Public company Board Directors should be concerned about the strength of the equity story; the quality of shareholder engagement; and the calibre of the appointments process. These are not easy undertakings but should be receiving airtime on the Board Agenda. If a Director can gain comfort on all three, the risk of Activist intervention will be substantially diminished.

If however:

  • the equity story lacks credibility;
  • shareholder engagement is not characterised by integrity and fails to inspire confidence;
  • and the Board-level appointments process is not transparent and clearly not linked to the objectives of the organisation;

the door will have been left wide open to Activists, including those with a short-term and highly disruptive agenda.

And should the Activist engage, here are five practical steps for Board Directors to follow:

  1. ͏Listening carefully to the Activist. There may be wisdom in the points being made, so Board Members should engage appropriately.
  2. Come up to speed quickly on the Activist and how he (typically, he) works.
  3. Making sure your advisors are aligned and can be mobilised – listen to your advisors but determine your own strategy.
  4. Ensuring the Board is operating effectively with good communication between Board Members combined with the ability to “meet” at short notice and respond quickly.
  5. The Board must own the response and speak with one voice when reaching out to key stakeholders, including engaging with major shareholders to build support, reassuring and updating employees, and ensuring a robust media strategy is in place.

Self-evidently the disciplines set out above relating to the equity story, effective shareholder engagement and alignment of Board composition become all the more important when an Activist is on board.

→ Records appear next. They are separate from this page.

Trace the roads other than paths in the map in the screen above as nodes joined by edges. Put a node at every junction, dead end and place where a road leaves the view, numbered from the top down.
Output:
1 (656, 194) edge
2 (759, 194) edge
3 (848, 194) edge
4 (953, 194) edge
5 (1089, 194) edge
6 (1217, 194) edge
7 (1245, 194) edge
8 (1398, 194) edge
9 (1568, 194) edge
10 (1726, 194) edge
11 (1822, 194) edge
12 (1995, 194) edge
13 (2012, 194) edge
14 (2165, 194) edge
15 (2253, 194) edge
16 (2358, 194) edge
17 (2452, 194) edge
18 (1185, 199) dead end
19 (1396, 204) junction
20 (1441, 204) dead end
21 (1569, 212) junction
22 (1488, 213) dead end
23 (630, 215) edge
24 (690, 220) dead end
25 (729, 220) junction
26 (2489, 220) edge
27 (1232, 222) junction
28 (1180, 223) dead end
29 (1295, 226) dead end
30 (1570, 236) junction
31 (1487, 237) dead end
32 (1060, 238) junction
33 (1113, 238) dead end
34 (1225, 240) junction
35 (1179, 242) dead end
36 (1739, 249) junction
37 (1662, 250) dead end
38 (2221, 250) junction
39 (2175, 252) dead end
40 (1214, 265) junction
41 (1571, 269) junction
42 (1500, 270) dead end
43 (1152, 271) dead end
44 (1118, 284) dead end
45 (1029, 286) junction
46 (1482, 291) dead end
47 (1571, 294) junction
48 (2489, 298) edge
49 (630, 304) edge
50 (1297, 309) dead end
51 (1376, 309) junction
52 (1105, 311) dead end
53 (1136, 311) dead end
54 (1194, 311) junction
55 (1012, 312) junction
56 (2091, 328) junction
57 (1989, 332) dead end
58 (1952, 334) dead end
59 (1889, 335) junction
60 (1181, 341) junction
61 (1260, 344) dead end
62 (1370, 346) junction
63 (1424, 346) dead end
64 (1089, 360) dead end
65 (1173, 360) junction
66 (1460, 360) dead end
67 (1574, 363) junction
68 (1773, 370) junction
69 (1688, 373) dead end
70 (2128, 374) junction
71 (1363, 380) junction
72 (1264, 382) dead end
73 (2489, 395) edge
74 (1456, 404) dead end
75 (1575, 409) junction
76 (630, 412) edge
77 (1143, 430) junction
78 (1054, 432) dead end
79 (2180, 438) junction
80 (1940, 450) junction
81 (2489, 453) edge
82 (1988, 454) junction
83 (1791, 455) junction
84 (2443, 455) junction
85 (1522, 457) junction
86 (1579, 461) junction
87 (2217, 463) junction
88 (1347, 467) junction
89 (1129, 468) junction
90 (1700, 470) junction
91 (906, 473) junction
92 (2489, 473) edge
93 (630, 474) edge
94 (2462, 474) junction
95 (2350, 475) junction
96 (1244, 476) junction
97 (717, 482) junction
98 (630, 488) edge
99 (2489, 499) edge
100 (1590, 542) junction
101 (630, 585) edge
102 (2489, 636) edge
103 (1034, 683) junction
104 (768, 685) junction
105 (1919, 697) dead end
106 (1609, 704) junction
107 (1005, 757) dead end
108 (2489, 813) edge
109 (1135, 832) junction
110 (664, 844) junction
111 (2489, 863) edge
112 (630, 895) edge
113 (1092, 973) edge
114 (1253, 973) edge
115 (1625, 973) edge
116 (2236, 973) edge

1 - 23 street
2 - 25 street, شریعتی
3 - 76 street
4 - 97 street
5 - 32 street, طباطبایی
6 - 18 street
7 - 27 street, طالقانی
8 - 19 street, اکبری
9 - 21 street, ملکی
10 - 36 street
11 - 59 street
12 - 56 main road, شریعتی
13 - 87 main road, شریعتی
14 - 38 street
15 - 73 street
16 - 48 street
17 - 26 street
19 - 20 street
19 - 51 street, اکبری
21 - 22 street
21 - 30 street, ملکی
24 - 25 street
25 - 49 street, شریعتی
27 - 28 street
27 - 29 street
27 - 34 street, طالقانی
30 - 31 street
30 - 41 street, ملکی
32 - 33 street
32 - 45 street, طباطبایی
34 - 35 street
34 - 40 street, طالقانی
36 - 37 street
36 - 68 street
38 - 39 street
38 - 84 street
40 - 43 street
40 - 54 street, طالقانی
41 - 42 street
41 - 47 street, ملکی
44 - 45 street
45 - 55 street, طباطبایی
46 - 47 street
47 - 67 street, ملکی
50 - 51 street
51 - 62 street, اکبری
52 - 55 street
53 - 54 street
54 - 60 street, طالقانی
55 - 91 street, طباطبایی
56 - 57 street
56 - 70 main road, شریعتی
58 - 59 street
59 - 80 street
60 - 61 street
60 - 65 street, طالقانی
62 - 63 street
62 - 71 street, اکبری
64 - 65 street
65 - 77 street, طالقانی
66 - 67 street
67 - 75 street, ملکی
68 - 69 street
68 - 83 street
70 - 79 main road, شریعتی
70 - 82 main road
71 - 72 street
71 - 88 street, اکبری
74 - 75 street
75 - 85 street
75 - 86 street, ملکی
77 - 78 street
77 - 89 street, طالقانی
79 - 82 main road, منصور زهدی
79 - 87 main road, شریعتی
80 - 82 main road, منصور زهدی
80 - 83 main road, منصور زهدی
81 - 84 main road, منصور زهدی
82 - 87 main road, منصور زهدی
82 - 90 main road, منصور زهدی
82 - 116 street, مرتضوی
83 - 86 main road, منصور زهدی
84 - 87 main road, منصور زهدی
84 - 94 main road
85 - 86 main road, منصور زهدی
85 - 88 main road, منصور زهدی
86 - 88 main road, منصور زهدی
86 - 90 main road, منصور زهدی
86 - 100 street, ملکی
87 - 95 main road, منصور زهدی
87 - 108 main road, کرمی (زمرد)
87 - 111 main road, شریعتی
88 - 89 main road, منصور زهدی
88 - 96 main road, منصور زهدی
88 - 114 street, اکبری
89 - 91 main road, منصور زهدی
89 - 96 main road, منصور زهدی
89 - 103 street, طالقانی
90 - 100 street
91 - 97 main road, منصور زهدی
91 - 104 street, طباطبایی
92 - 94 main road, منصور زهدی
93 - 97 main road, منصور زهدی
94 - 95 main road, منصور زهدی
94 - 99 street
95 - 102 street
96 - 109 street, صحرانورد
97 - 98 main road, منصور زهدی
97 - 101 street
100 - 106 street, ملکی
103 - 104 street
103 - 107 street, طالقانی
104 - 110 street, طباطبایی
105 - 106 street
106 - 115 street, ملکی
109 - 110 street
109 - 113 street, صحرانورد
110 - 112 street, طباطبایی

This should be good housekeeping for a public company Board.

Conclusion

Activism is properly a topic of importance for Boardrooms internationally. Indeed, activism is both a cause and a symptom of disruption for leading companies across the globe.

It is possible to have an extensive debate about the impact of activism. Some interventions have been egregious but at the other end of the spectrum some Activists, in particular a distinctive European brand of activism, are evidently interested in supporting long-term value creation.

Fidelio’s argument is not about the merits or de-merits of one school of activism versus another. Activism has served to up the game of public company Board Directors.

Fidelio currently sees strong interest from public company Boards to better understand the Activist risk as a first step to mitigating that risk.

But be warned. Activists too are on the front foot. The expectation of performance for the companies they invest in remains unchanged but the increased public and regulatory focus on good governance has provided Activists with another powerful lever.